**Exercise instructions**
Within the lines below, find those that hold the string "Nodes" and copy each one.

Saved entries:
-------------------------

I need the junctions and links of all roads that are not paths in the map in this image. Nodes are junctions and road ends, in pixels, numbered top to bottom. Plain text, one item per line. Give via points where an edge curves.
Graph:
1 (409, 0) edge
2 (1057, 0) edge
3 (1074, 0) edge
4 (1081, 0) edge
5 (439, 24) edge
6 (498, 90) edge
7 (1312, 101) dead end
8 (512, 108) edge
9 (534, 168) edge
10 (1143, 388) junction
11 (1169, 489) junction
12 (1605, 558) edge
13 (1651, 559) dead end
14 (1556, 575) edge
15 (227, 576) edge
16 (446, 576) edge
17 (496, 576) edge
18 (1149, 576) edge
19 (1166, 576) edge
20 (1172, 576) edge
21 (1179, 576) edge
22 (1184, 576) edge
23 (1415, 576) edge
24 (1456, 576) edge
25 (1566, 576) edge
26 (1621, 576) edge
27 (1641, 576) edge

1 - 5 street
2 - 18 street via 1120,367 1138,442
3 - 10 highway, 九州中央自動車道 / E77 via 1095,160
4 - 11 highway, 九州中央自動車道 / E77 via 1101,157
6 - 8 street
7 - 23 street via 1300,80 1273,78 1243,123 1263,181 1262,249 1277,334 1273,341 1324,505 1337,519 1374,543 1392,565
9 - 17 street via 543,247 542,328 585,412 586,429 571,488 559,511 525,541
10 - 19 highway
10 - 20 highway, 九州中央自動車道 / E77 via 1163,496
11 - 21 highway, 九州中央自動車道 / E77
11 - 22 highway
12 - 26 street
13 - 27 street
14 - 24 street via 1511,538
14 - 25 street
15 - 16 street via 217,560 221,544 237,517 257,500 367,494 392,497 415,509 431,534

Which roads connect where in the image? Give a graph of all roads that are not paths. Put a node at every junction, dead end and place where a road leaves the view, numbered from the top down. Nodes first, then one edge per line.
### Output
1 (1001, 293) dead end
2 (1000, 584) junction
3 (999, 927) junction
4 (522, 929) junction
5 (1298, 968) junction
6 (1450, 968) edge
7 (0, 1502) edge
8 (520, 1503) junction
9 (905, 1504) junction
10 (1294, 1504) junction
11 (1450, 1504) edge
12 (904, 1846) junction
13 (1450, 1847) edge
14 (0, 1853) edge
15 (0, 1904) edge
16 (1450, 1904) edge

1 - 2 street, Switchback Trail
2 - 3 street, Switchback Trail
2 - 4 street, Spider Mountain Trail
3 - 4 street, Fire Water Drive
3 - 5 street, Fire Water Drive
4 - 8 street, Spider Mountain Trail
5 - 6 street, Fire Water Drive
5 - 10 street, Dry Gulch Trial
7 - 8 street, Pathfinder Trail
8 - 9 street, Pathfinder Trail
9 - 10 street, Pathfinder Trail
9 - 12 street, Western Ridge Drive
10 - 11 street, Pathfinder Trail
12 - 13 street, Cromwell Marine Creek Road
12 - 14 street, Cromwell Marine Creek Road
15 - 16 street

-------------------------

**Exercise output**
I need the junctions and links of all roads that are not paths in the map in this image. Nodes are junctions and road ends, in pixels, numbered top to bottom. Plain text, one item per line. Give via points where an edge curves.
Which roads connect where in the image? Give a graph of all roads that are not paths. Put a node at every junction, dead end and place where a road leaves the view, numbered from the top down. Nodes first, then one edge per line.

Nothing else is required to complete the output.